Physical wellbeing is not just about what you eat, even though your local health food shop might like you to think it is. It is just as much about movement. We all know this, we’ve been told it for as long as we can remember and the older we get the more imperative the directive seems to become. The question though is how much and how often. The advice filtering through from the experts seems to be changing. It used to be three times a week of a good half an hour to an hour of vigorous exercise and then you would be set, fit as a fiddle. Not so now, the latest advice that has been dominating my facebook page and the Internet is to move as often as possible and less vigorously than those three times a week sessions wanted us to do. In fact walking, not a give it all and sweat everything out at the gym session, is what is being touted as the healthiest form of movement. But you shouldn’t just walk, your movement should be varied including things such as squats, hanging and climbing and you should, of course, avoid sitting in those chairs for extended periods of time.
It makes sense when you think back to our ancestors living in tribal times. They didn’t go for a half an hour run and say ok, that will do me for a couple of days. They moved all day everyday, hunting, gathering, finding a location for the next campsite. There was no chance of their body getting fixed in a certain position because they never stayed in it for long enough.
Some of the healthiest and longest living people I know are people who incorporate natural and continuous movement into their everyday lives without even thinking about it. It’s just what they have always done and into old age continue to do. Our neighbour across the road is eighty-four, he’s an old farmer. He’s still got cattle that he has to get out of bed for early every morning, he can still jump across the creek, he’s still happy and as fit as a fiddle. My nan who lived until she was ninety seven used to walk up the road every day to go to the shops until she was well in her eighties. It was a good three quarters of an hour walk one way and then she’d walk back, her arms weighed down with heavy shopping bags. When we lived in Europe in the Swiss Alps for a while you would see the old people walking all the time, up and down the steep hills, negotiating the slippery walkways, carefully making their way up the stone steps. They were fit and strong, happy and healthy.
Our sedentary life style of computers, televisions, tablets and mobile phones is not only slowing us down and making us unfit, it is slowly and insidiously making us sick.

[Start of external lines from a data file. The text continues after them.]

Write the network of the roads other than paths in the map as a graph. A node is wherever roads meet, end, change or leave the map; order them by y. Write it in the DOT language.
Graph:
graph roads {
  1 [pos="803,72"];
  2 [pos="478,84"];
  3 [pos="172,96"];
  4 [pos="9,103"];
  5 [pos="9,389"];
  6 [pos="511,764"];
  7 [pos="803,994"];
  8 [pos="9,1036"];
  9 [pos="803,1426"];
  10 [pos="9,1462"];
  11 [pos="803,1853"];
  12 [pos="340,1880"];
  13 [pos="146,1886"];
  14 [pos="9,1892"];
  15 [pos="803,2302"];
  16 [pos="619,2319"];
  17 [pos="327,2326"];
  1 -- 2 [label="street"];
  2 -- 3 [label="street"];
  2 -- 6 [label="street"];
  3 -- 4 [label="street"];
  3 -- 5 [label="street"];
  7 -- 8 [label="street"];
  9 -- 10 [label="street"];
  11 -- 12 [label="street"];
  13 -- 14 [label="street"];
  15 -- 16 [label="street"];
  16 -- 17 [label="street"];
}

So the question is, in a world that often demands we sit at a desk hour after hour and then for relaxation we lounge with some sort of screen in front of us, how do we bring movement, continuous and varied movement into our day? In my ideal world I would get up and move every hour to every half an hour, it doesn’t often happen that way, but that’s the aim, and I guess it’s good to have one. One thing that I have come to realise though is that if I’m going to move I have to take the task out of it, I have to remove the chore and the need to do it right. It has to be about fun, about wanting to get up and move. So I’ve gone back to my childhood and looked at all the ways I used to love to move. And I did love to move, I was constantly moving in the way of play and fun. So now in my adult life I’ve pulled those activities from childhood forward. It’s such a fun process rediscovering the ways you used to move, what used to make you sing and laugh. So I’ve got a hoola-hoop. I used to be able to do all sorts of fun tricks with. At first I couldn’t even make it stay up around my waist, but now I can and I’ve almost made it come back up from my knees. I’ve got a basketball hoop and a ball. I go to the basket ball hoop intending to be there for five minutes, ten, fifteen at the most but without fail get distracted by the swish of the ball passing through the net and find I stay there much longer than I intended. There’s a soccer ball that I’m learning to juggle and a skipping rope that I’ve re-learnt how to do peppers with and how to skip backwards. And there’s a bit of climbing and hanging going on too. I can almost do one chin up by myself, almost.
So yes, I know, if you’re stuck in a cramped office somewhere this could all be a bit tricky, but go on, challenge yourself, see what you can come up with. Let yourself go back to that little kid who just couldn’t sit still and see what it is that he or she would have you do. It’s got to be more fun than sitting in front of a screen all day.